Canada’s arts community is often a hotbed of nationalism. Artists from the Group of Seven to film-maker Gordon Pinsent (John and the Missus) have labored to capture the national soul, and international stars such as Anne Murray perversely but patriotically make their home on the colder side of the border. The cultural community’s immediate response to the U.S.-Canada free trade agreement is one of suspicion. Last Monday Communications Minister Flora MacDonald told the Commons that she had won almost complete protection for culture. But some analysts criticized a clause in the agreement that allows either country to retaliate without threatening the deal if cultural protectionism causes it economic injury. And retaliation by huge U.S. culture industries would be far more devastating than similar moves by Canada.
The agreement—still to be fleshed out—exempts such specific legislation as Bill C-58, which gives tax breaks to those who advertise in domestic periodicals and on domestic TV and radio. But William Roberts, vice-president of the Canadian Association of Broadcasters, spoke for many when he said that he was waiting “to see the fine print.”
And already some of the initial agreement’s clauses raise controversy. One of the controversial clauses will increase the postal rates paid by larger Canadian periodicals— Maclean ’s currently pays a base rate of 5.1 cents per issue for postage—to that of U.S. magazines with editions print-
ed in Canada, such as Time, which pay 6.6 cents. There may also be hikes in the cost of mailing books. Still, said Edmonton publisher Mel Hurtig, “if I had a list of 500 problems with the deal, publishing would rank 500th.”
The loudest complaints came from the recording industry. At present both U.S. branch plants and Canadian companies manufacture discs behind a 13-per-cent tariff wall that is to be dismantled over the next 10 years.

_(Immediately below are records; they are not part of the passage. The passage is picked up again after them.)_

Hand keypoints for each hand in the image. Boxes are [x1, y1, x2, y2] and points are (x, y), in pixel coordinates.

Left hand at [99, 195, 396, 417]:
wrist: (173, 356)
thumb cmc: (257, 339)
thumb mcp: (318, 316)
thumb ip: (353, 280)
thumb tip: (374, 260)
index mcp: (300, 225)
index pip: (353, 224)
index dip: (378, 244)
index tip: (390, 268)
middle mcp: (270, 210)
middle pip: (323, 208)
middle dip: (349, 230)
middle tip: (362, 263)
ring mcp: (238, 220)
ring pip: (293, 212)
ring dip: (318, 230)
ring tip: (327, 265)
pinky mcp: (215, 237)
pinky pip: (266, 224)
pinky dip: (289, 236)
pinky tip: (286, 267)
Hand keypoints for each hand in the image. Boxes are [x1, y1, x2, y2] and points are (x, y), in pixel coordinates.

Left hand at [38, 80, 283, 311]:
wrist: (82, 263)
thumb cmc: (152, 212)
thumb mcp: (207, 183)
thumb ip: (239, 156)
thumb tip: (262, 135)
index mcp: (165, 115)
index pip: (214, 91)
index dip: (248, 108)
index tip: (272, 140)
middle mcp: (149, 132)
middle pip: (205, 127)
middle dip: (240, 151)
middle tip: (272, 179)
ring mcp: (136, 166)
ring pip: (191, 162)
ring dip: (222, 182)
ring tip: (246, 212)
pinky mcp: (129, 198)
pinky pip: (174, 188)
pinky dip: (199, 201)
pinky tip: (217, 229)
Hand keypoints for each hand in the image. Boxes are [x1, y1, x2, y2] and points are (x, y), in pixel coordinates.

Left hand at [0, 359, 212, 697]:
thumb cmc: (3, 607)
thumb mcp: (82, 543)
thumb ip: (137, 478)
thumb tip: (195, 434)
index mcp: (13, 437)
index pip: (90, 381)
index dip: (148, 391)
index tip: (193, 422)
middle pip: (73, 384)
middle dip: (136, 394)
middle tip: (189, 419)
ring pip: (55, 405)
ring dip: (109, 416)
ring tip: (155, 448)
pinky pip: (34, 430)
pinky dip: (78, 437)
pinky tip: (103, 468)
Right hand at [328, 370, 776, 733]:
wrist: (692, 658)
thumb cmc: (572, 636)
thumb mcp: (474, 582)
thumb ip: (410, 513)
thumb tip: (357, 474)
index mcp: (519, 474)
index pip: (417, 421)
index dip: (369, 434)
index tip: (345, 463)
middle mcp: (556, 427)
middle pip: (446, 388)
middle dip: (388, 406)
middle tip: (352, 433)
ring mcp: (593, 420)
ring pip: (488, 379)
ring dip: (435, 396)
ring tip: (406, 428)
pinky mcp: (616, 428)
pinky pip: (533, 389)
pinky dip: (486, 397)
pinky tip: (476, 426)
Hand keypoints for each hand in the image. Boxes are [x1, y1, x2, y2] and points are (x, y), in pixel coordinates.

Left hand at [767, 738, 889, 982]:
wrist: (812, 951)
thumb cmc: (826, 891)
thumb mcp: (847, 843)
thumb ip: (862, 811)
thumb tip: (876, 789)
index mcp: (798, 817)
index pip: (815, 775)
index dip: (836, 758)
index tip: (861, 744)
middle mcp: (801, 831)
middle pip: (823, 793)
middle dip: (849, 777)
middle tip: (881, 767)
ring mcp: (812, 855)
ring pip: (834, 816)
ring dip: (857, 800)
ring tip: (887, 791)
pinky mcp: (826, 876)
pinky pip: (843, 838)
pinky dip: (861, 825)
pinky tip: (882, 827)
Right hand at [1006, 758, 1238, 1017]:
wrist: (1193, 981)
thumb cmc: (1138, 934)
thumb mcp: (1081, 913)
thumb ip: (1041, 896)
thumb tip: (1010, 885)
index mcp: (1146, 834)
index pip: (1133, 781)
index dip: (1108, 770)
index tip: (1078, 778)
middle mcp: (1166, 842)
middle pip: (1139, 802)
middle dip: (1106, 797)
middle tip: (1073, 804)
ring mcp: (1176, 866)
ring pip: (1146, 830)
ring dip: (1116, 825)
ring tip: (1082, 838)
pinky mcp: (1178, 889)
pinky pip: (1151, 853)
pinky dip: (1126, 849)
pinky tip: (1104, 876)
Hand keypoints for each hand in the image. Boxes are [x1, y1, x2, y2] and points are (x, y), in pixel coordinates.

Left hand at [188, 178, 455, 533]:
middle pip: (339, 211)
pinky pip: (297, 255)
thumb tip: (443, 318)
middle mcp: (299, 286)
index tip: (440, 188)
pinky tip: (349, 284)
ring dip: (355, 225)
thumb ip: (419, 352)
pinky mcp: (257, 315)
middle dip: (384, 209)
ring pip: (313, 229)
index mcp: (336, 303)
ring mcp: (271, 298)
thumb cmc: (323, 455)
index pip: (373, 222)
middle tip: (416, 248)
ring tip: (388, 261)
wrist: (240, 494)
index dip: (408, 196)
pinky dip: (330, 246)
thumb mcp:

Local artists and spokesmen for Canadian independent labels—which are often distributed by the U.S. branch plants—say that those U.S. companies may then find it cheaper to import records and so will lose interest in their Canadian operations. That, in turn, will limit consumers’ choice. Edmonton’s Stony Plain Records handles many less commercial but critically acclaimed acts —both Canadian and American. But owner Holger Petersen says that if it loses its distributor, RCA Records, the company could fold.
Across the arts, critics foresee that free trade will strengthen multinational and large domestic firms—and create hard times for creative independents. Eight months ago U.S. trade representative Clayton Yeutter said: “I’m prepared to have America’s culture on the table. I hope Canada is too.” Fears persist that, in effect, that has come to pass.